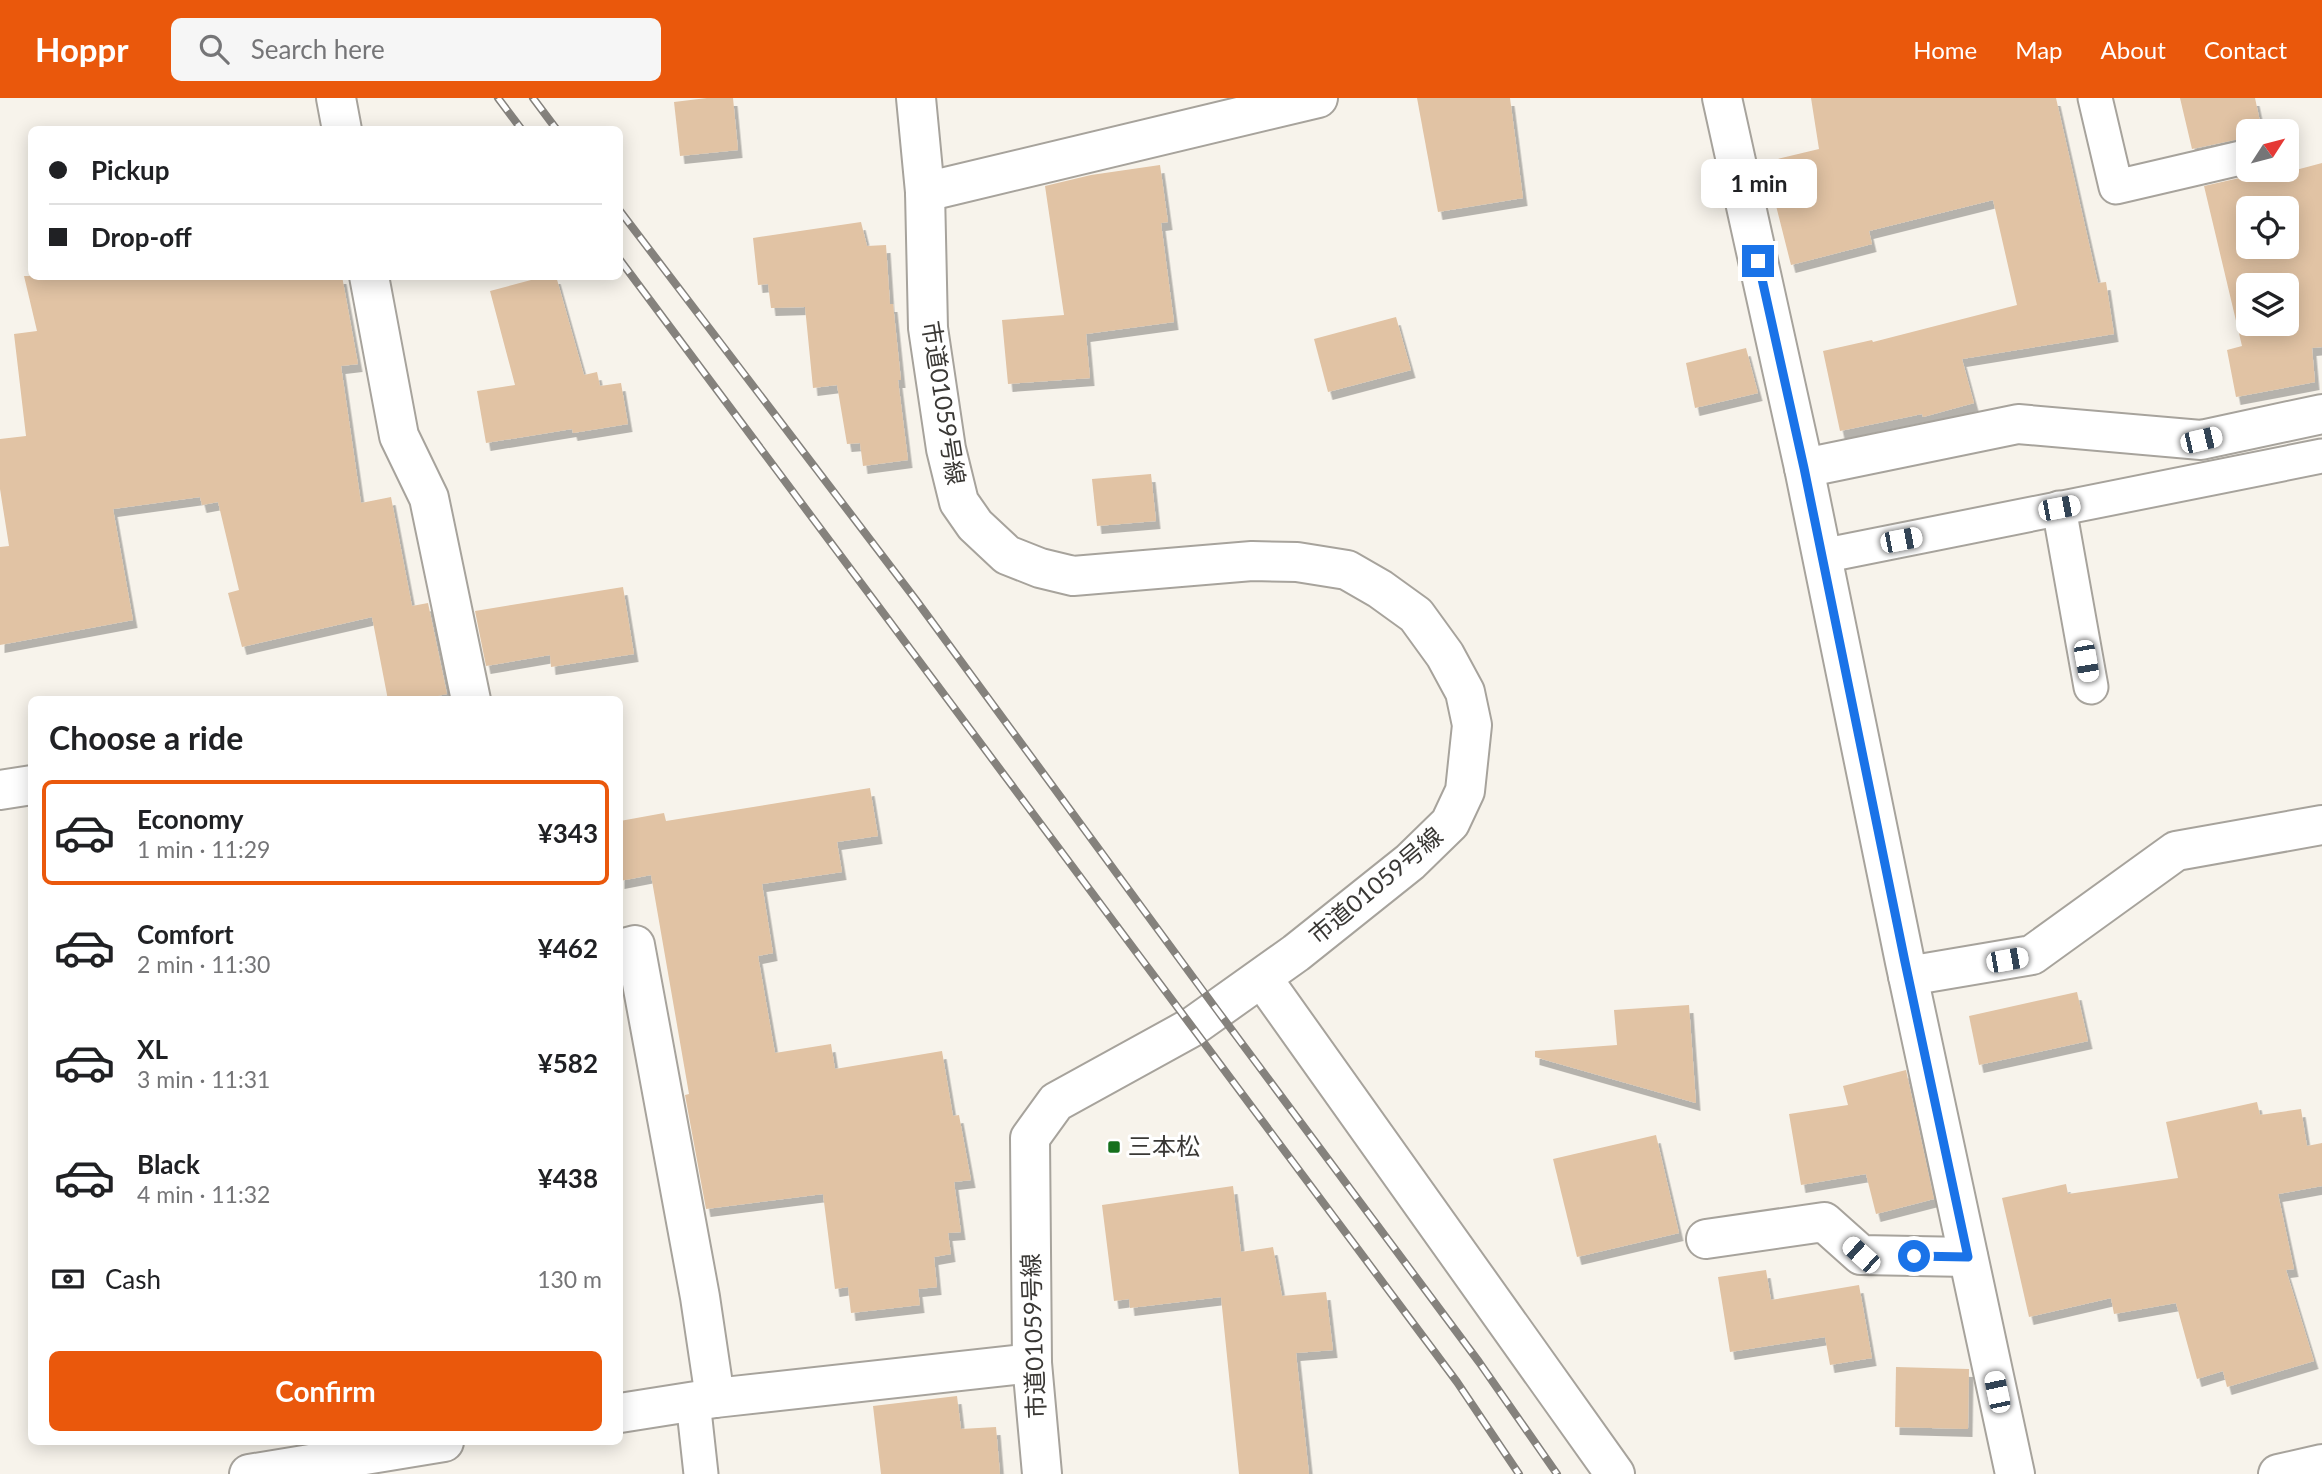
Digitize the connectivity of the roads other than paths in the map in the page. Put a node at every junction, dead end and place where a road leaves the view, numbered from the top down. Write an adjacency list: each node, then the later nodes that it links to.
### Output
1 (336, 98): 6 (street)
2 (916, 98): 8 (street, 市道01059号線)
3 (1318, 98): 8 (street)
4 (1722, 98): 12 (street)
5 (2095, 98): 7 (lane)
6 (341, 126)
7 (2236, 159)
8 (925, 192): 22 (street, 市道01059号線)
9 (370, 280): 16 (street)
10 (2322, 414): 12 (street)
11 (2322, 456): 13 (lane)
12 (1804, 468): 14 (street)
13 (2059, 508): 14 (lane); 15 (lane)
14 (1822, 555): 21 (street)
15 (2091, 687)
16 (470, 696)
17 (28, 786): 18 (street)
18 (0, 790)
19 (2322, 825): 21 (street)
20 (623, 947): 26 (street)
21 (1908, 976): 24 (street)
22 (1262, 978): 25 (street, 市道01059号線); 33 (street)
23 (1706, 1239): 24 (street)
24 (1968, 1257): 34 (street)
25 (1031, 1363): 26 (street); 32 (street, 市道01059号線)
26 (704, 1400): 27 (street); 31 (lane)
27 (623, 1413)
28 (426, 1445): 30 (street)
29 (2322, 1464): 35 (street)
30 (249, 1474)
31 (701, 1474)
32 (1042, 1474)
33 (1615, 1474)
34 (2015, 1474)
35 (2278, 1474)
= = = =
Exclude every image and return the material above exactly.

> **WRITTEN REPLY**
Digitize the connectivity of the roads other than paths in the map in the page. Put a node at every junction, dead end and place where a road leaves the view, numbered from the top down. Write an adjacency list: each node, then the later nodes that it links to.
### Output
1 (336, 98): 6 (street)
2 (916, 98): 8 (street, 市道01059号線)
3 (1318, 98): 8 (street)
4 (1722, 98): 12 (street)
5 (2095, 98): 7 (lane)
6 (341, 126)
7 (2236, 159)
8 (925, 192): 22 (street, 市道01059号線)
9 (370, 280): 16 (street)
10 (2322, 414): 12 (street)
11 (2322, 456): 13 (lane)
12 (1804, 468): 14 (street)
13 (2059, 508): 14 (lane); 15 (lane)
14 (1822, 555): 21 (street)
15 (2091, 687)
16 (470, 696)
17 (28, 786): 18 (street)
18 (0, 790)
19 (2322, 825): 21 (street)
20 (623, 947): 26 (street)
21 (1908, 976): 24 (street)
22 (1262, 978): 25 (street, 市道01059号線); 33 (street)
23 (1706, 1239): 24 (street)
24 (1968, 1257): 34 (street)
25 (1031, 1363): 26 (street); 32 (street, 市道01059号線)
26 (704, 1400): 27 (street); 31 (lane)
27 (623, 1413)
28 (426, 1445): 30 (street)
29 (2322, 1464): 35 (street)
30 (249, 1474)
31 (701, 1474)
32 (1042, 1474)
33 (1615, 1474)
34 (2015, 1474)
35 (2278, 1474)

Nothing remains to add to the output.